As Kate pointed out yesterday, she’s now working for GPI. I think it may be time to consider the possibility that she is now actively trying to sabotage MagAO under orders from Bruce Macintosh (published evidence).
Any time the winds get high (20 mph), we start taking precautions. One concern is contamination of the gap, that is dust could get in between our thin shell and the reference body. In very high winds (say 25 to 30 mph), we start to worry about physically damaging the shell. The telescope limit is 35 mph in any case. This time of year, winds here can be pretty high, and in fact we see winds higher than 25 mph just about every night.
So when this happens, our observers generally accept the rules with good grace, decide on a backup target out of the wind (which usually means to the South), and we keep going for as long as we can. This isn’t good enough for Kate. Tonight, we were observing her highest priority target, which was about 30 degrees off a stiff wind which started to rise above 20. Now I’m really motivated by Kate’s science, and wanted to get good data on this target, so I kept my weather eye on the wind rose, and waited to see if it was just a temporary increase. But alas, the wind steadied out above 20, so I opened the loop and we swung to 180. Now about 5 minutes later, the wind came down a few mph. Our rule is that there can be no gusts above the limit for 15 minutes before we’ll point back into the wind. So this is what the control room was like:
“one minute” — Kate Follette (making sure I knew how long wind had been below 20 mph)
“two minutes” — Kate Follette
“three minutes” — Kate Follette
“four minutes” — Kate Follette
At this point, there was a 20.1 mph gust, which reset the clock. So the rest of these are straight lies.
“five minutes” — Kate Follette
“six minutes” — Kate Follette
“seven minutes” — Kate Follette
“eight minutes” — Kate Follette
“nine minutes” — Kate Follette
“ten minutes” — Kate Follette
“eleven minutes” — Kate Follette
At this point I went downstairs to get some coffee. When I came back she’d somehow talked Katie (and Laird remotely) into pointing back to the North. Granted, I had managed to fight her off for long enough that the target was now on the other side of the wind and moving away.

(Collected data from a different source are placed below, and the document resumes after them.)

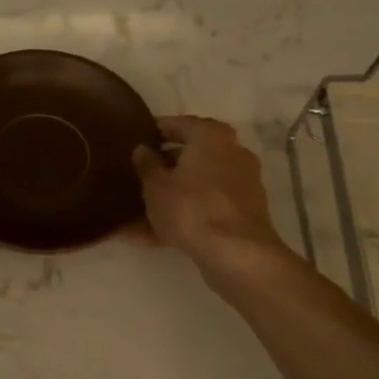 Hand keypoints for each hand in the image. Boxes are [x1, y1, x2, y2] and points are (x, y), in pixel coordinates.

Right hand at [132, 116, 287, 275]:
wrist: (236, 254)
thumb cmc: (191, 207)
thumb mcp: (155, 185)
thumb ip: (146, 164)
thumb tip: (143, 149)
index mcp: (211, 136)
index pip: (179, 124)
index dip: (155, 131)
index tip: (136, 139)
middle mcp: (232, 153)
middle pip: (191, 156)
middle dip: (164, 168)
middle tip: (137, 176)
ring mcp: (240, 185)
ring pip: (196, 187)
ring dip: (170, 198)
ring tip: (137, 214)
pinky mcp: (242, 214)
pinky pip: (205, 209)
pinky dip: (183, 218)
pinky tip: (152, 237) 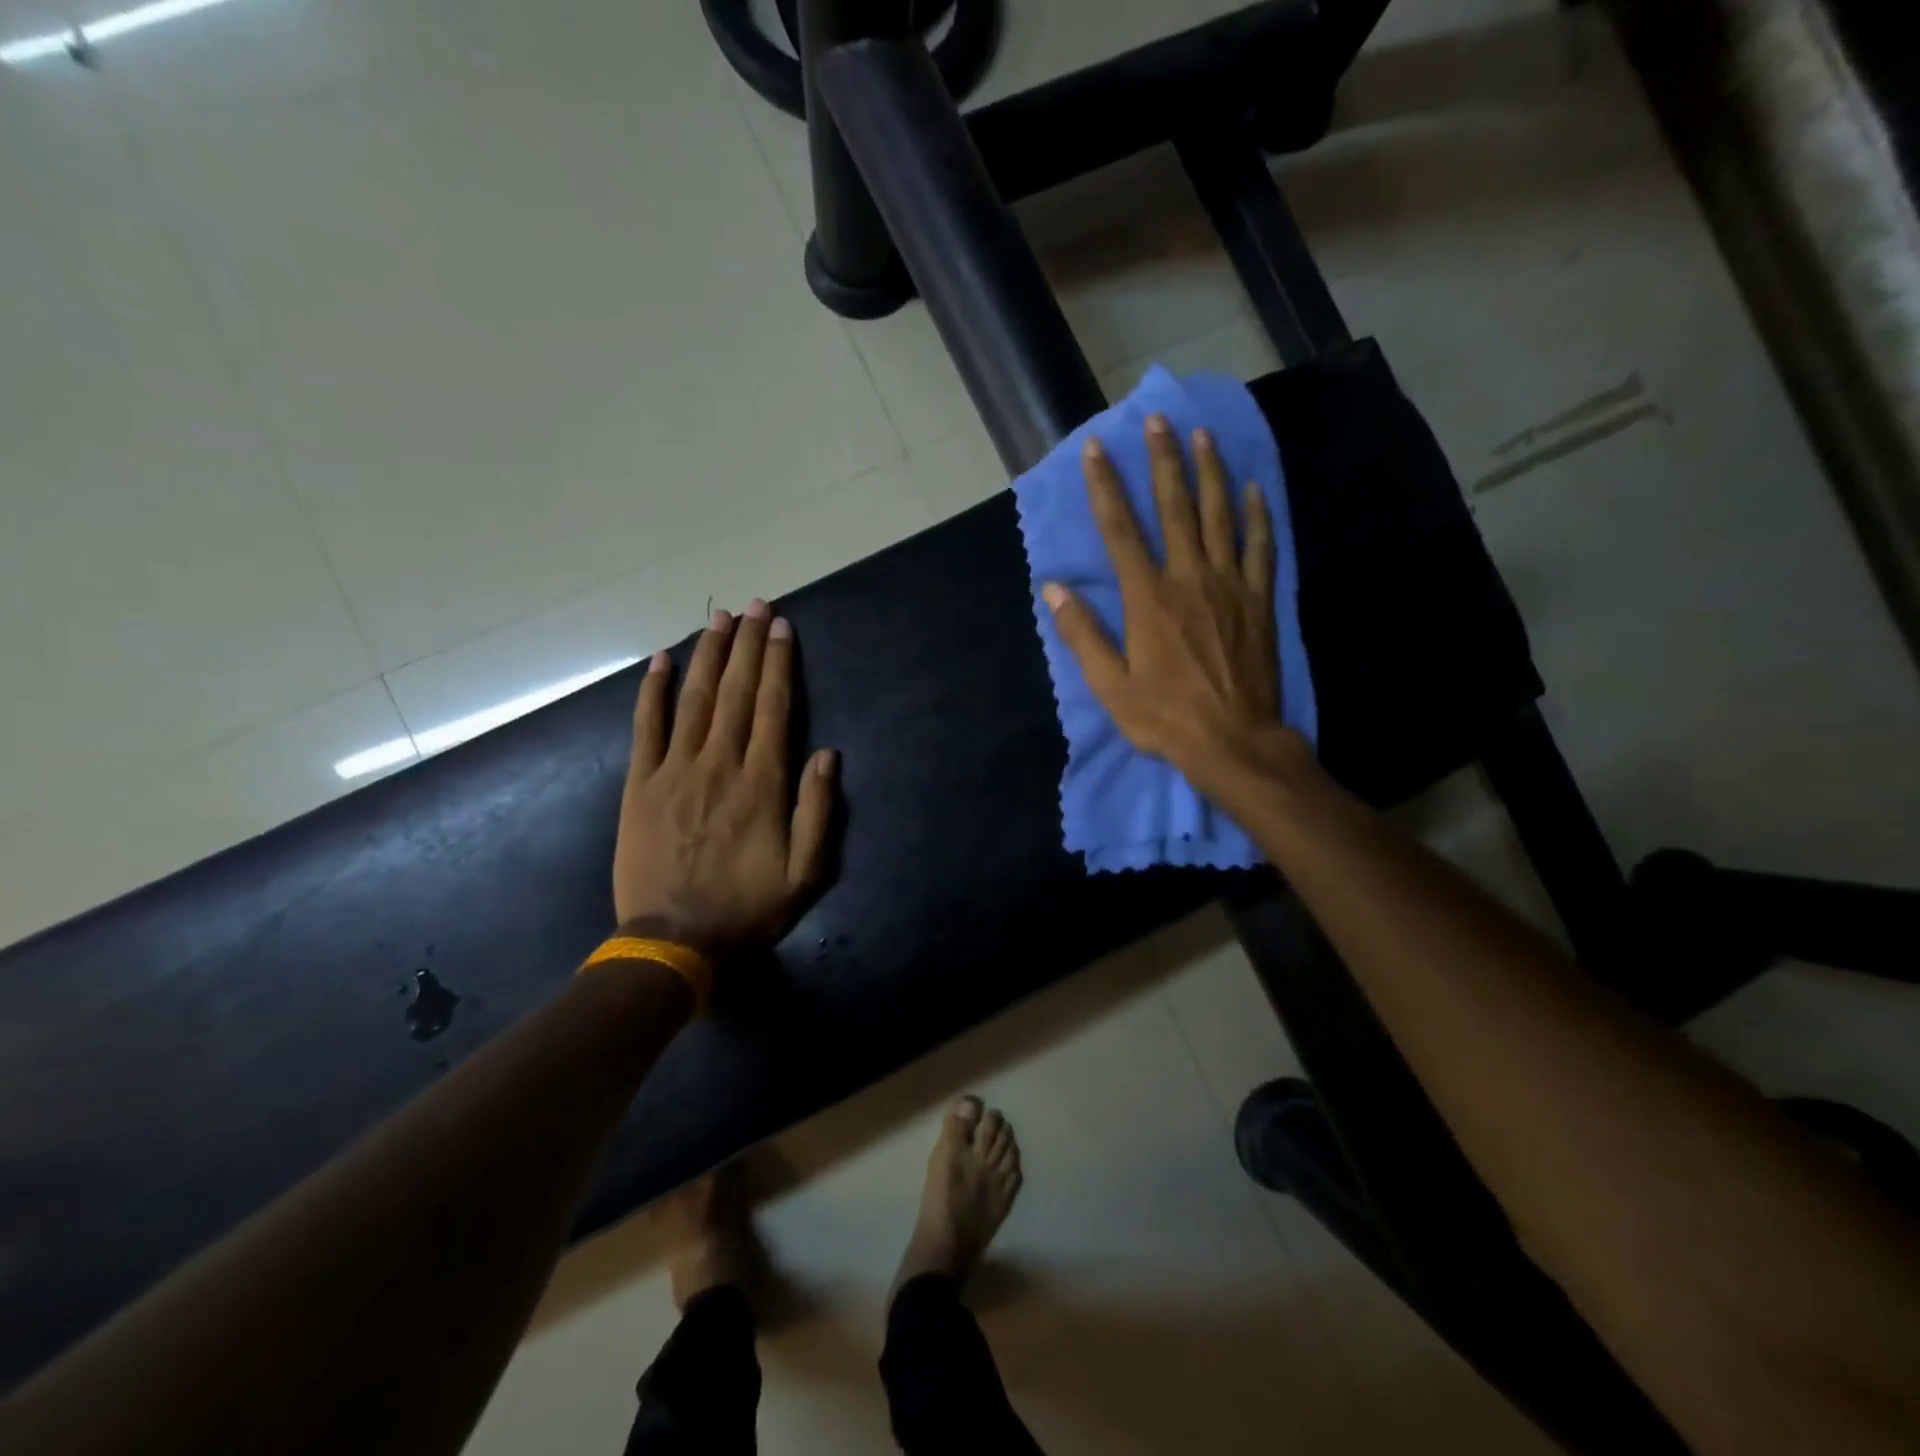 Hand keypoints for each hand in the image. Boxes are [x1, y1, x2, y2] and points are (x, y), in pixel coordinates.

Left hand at [613, 600, 837, 957]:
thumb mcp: (806, 872)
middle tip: (754, 605)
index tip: (781, 627)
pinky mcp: (639, 784)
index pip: (773, 707)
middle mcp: (720, 764)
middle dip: (747, 645)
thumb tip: (827, 753)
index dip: (778, 663)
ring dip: (708, 655)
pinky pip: (646, 727)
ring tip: (719, 618)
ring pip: (694, 699)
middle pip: (735, 692)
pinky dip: (652, 691)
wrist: (674, 941)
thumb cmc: (748, 908)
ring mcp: (674, 770)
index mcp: (763, 783)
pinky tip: (660, 659)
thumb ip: (818, 810)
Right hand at [1042, 414, 1296, 795]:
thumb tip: (1052, 589)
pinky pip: (1261, 546)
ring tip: (1202, 436)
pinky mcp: (1259, 600)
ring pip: (1220, 515)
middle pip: (1175, 507)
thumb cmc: (1165, 717)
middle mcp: (1189, 578)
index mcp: (1148, 598)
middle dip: (1163, 460)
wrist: (1234, 741)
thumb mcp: (1110, 686)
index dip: (1105, 486)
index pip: (1120, 530)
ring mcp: (1230, 585)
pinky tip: (1255, 489)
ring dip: (1210, 472)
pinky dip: (1258, 514)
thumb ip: (1082, 634)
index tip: (1096, 448)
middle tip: (1158, 420) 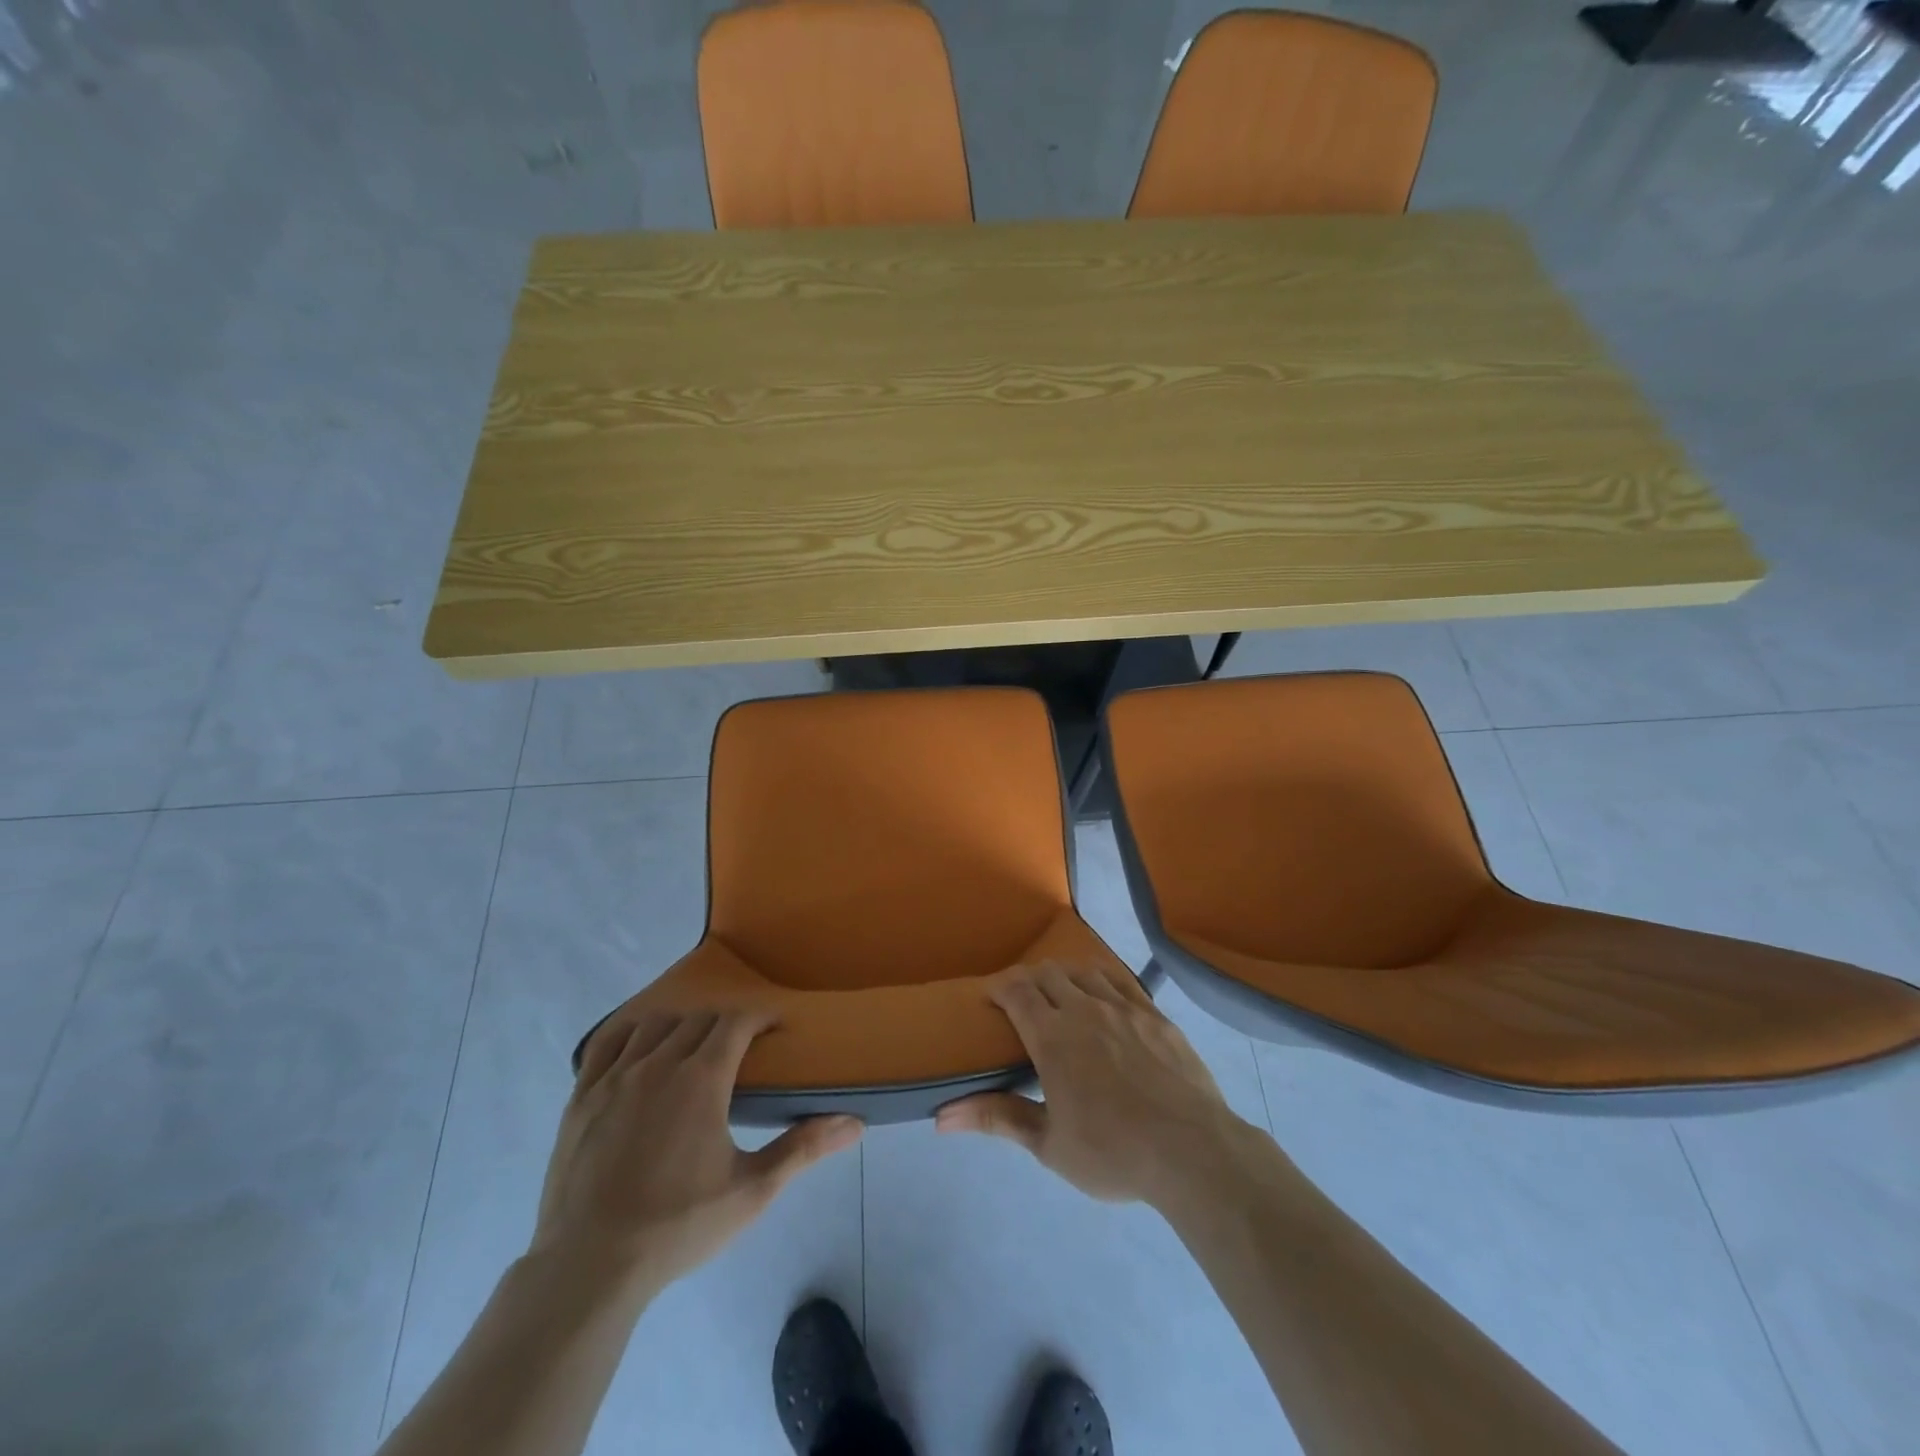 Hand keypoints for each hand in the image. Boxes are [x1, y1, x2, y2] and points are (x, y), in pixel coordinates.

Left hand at [533, 1009, 862, 1291]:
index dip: (760, 1016)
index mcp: (702, 1078)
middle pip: (699, 1020)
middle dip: (725, 1024)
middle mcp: (659, 1063)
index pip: (736, 1021)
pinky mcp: (581, 1097)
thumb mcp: (751, 1191)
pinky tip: (639, 1051)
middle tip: (741, 1047)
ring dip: (681, 1027)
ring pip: (655, 1025)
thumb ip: (802, 1149)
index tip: (774, 1026)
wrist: (589, 1268)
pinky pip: (607, 1044)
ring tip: (692, 1049)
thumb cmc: (678, 1227)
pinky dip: (630, 1035)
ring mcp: (614, 1077)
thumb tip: (854, 1123)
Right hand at [935, 962, 1254, 1207]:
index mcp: (1052, 1037)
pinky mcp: (1154, 1013)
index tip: (990, 998)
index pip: (1016, 990)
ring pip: (1083, 970)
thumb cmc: (1113, 1152)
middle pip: (1047, 973)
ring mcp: (1123, 1006)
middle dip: (1027, 979)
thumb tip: (941, 1117)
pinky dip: (1101, 978)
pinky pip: (1120, 980)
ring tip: (1059, 993)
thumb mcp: (1048, 1144)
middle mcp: (1084, 1008)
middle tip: (1020, 1000)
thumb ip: (997, 1119)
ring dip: (1063, 975)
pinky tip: (1102, 994)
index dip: (998, 987)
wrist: (1192, 1151)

Well we survived another night of LCO winter observing, and this was all really in good fun. The fact that we’re still laughing and teasing each other is a good sign, and we’re not going crazy yet. The night did actually end a little early as winds started heading to 35 mph — nobody argued with that.
“Why do you hate science?!?!” — Kate Follette, to me. Actually pounding her fists on the VisAO desk.
“Don’t let him re-point. And don’t make up any more rules.” — Kate Follette, to Katie, as she was heading downstairs.
“Some part of me knows it was the right decision.” — Kate Follette.
“Winter *is* coming.” — Laird Close, trying to console Kate.